### WORK ITEM
Search the data for the string "المتن" and copy each line where it turns up.

[Stored data entries]
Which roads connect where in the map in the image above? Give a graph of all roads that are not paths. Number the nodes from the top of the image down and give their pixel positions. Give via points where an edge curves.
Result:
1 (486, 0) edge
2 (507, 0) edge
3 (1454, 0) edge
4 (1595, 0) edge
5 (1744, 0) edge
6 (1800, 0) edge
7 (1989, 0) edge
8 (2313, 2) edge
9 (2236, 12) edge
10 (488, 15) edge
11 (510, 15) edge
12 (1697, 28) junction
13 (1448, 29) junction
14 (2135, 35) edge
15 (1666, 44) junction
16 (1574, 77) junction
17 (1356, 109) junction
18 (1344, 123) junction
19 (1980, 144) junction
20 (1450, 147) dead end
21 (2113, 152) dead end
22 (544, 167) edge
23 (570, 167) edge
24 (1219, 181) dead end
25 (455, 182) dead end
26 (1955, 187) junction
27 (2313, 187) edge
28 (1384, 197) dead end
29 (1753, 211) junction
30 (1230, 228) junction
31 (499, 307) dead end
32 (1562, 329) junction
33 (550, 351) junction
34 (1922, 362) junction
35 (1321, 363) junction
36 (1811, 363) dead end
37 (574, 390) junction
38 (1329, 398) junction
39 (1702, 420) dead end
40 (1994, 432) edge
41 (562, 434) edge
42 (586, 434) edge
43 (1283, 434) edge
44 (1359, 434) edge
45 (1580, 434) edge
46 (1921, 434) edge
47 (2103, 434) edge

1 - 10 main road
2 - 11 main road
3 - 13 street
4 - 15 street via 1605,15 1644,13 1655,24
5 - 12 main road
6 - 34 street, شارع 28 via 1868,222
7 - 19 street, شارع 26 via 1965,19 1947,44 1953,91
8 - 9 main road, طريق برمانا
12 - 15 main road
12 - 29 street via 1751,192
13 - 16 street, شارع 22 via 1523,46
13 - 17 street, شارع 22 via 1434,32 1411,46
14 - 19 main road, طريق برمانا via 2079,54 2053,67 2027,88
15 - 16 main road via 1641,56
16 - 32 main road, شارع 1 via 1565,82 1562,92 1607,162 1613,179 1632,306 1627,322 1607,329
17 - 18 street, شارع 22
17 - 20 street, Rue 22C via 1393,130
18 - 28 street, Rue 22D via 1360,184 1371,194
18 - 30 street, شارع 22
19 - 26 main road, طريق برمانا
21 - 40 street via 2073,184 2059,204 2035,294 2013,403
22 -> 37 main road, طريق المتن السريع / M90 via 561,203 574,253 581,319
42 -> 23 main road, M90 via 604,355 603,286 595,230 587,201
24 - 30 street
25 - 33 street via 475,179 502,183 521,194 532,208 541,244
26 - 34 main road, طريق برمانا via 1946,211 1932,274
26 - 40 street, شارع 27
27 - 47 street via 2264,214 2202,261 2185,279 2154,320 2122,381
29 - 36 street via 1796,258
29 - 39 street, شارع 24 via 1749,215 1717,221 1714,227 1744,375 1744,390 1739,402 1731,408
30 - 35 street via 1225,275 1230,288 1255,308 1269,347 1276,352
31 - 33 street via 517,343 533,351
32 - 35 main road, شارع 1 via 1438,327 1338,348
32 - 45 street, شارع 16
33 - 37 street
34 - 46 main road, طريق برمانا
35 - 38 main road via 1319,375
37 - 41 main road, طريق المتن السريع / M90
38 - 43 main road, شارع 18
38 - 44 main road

### RESULT OF THIS TASK
22 -> 37 main road, طريق المتن السريع / M90 via 561,203 574,253 581,319
37 - 41 main road, طريق المتن السريع / M90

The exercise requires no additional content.